## Problem description
Images are to be left out when the records below are printed word for word.
:: Information supplied ::
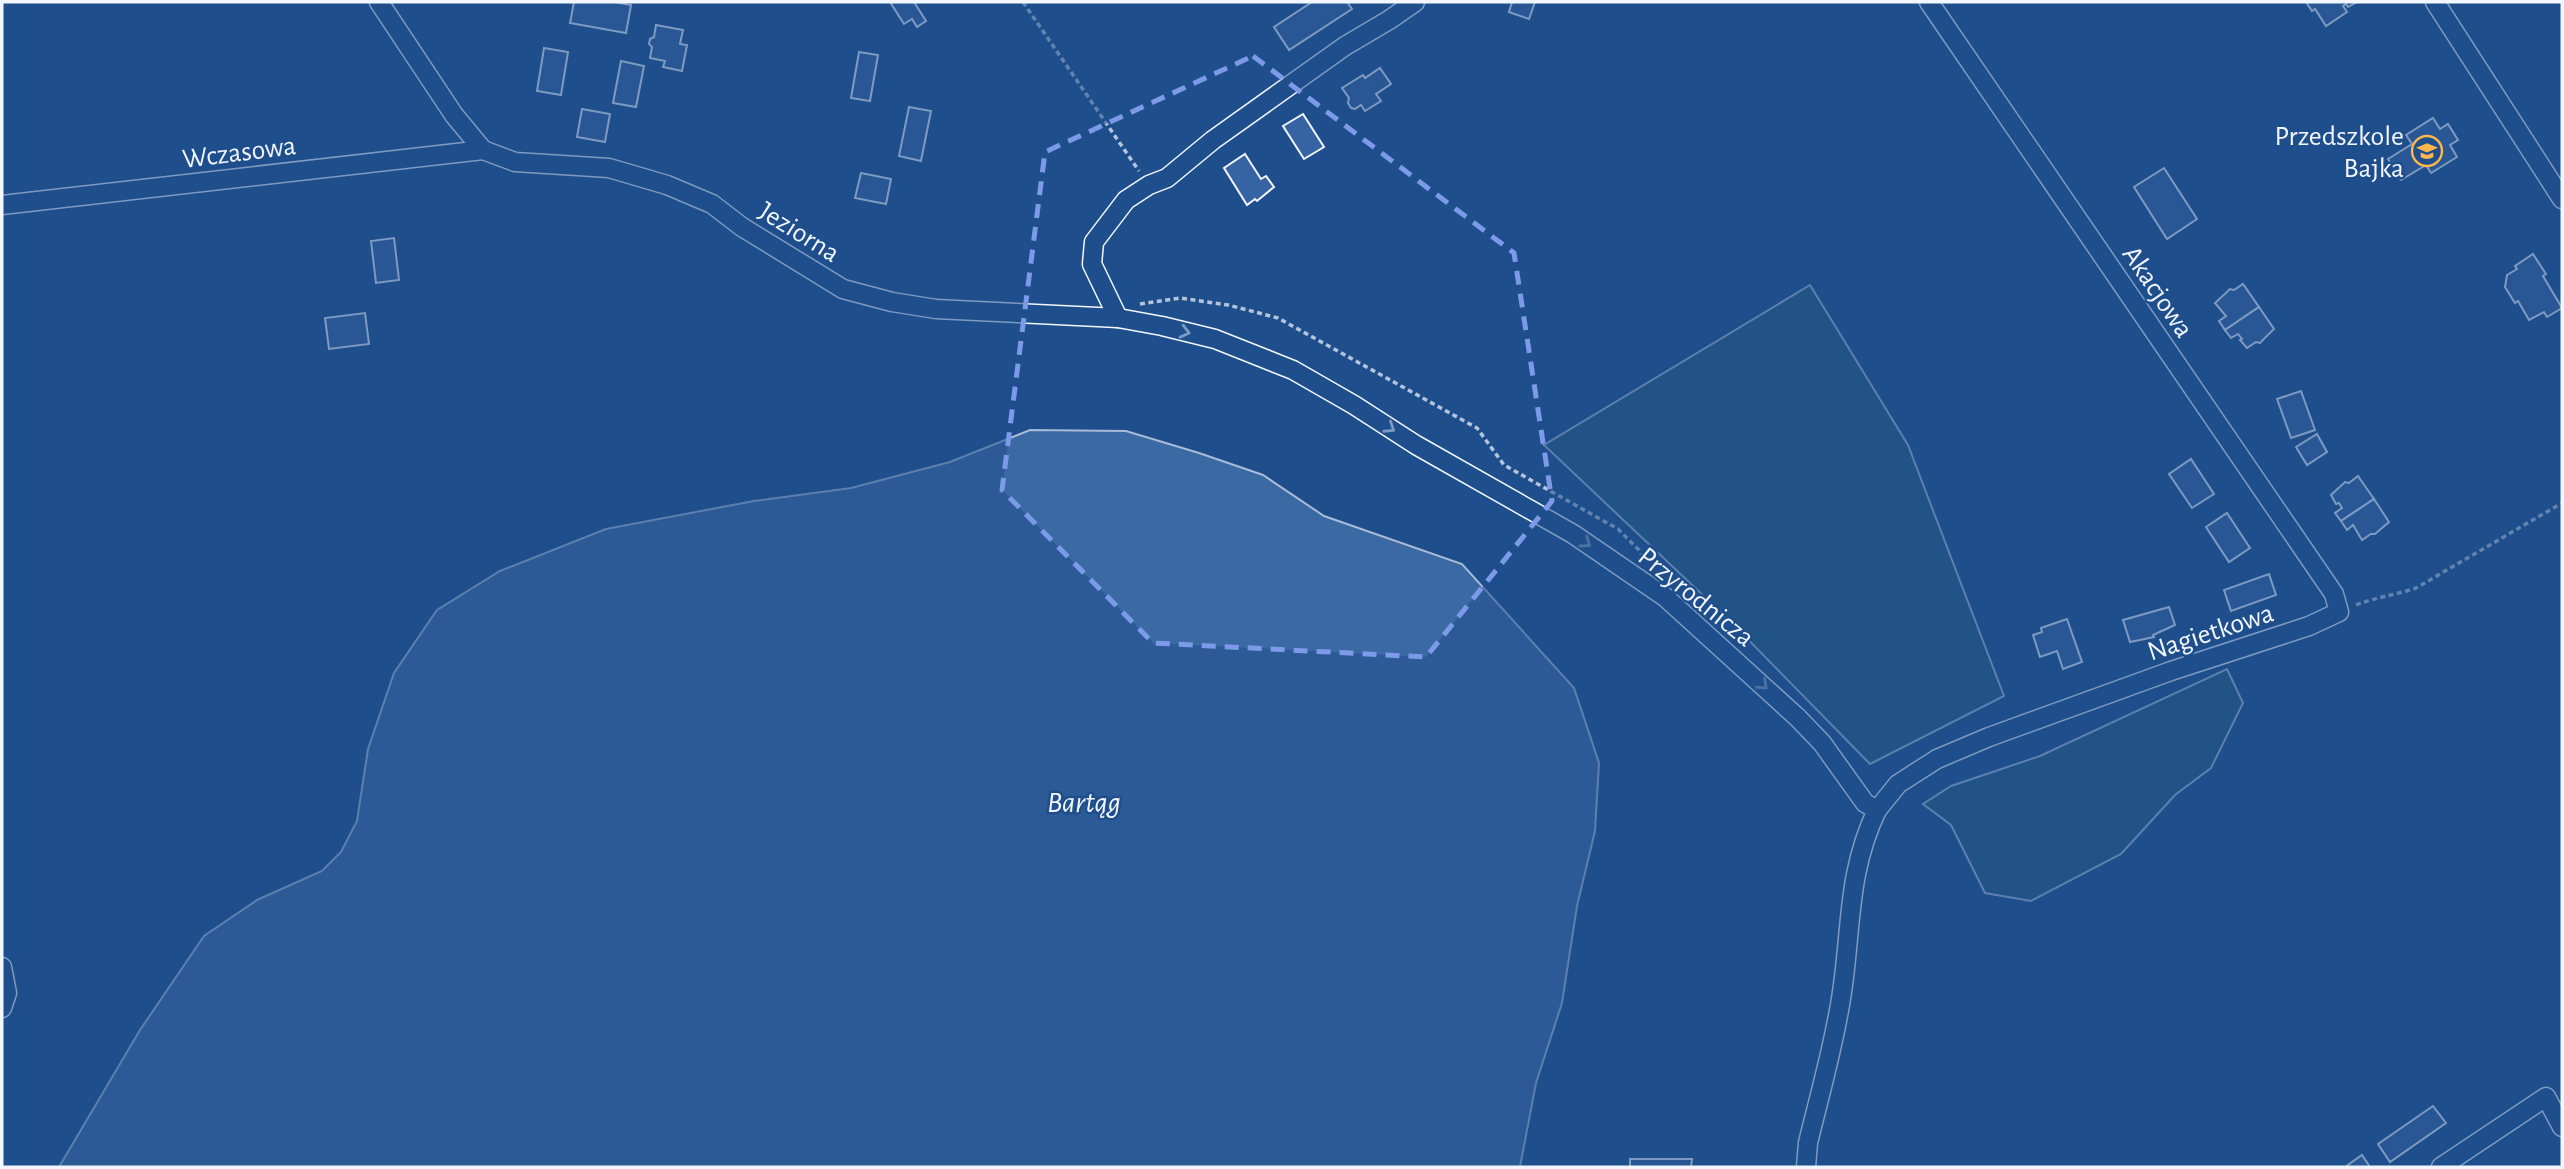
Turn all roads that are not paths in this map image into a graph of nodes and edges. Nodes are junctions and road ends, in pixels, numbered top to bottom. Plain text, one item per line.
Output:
1 (379, 2) edge
2 (1415, 2) edge
3 (1929, 2) edge
4 (2435, 2) edge
5 (483, 150) junction
6 (2562, 199) edge
7 (2, 205) edge
8 (1118, 318) junction
9 (2339, 612) joint
10 (1877, 810) junction
11 (2, 967) edge
12 (2, 1008) edge
13 (2562, 1127) edge
14 (1806, 1167) edge
15 (2441, 1167) edge

1 - 5 street
2 - 8 street
3 - 9 street, Akacjowa
4 - 6 street
5 - 7 street, Wczasowa
5 - 8 street, Jeziorna
8 -> 10 street, Przyrodnicza
9 - 10 street, Nagietkowa
10 - 14 street
11 - 12 street
13 - 15 street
:::
## Finished task
Turn all roads that are not paths in this map image into a graph of nodes and edges. Nodes are junctions and road ends, in pixels, numbered top to bottom. Plain text, one item per line.
Output:
1 (379, 2) edge
2 (1415, 2) edge
3 (1929, 2) edge
4 (2435, 2) edge
5 (483, 150) junction
6 (2562, 199) edge
7 (2, 205) edge
8 (1118, 318) junction
9 (2339, 612) joint
10 (1877, 810) junction
11 (2, 967) edge
12 (2, 1008) edge
13 (2562, 1127) edge
14 (1806, 1167) edge
15 (2441, 1167) edge

1 - 5 street
2 - 8 street
3 - 9 street, Akacjowa
4 - 6 street
5 - 7 street, Wczasowa
5 - 8 street, Jeziorna
8 -> 10 street, Przyrodnicza
9 - 10 street, Nagietkowa
10 - 14 street
11 - 12 street
13 - 15 street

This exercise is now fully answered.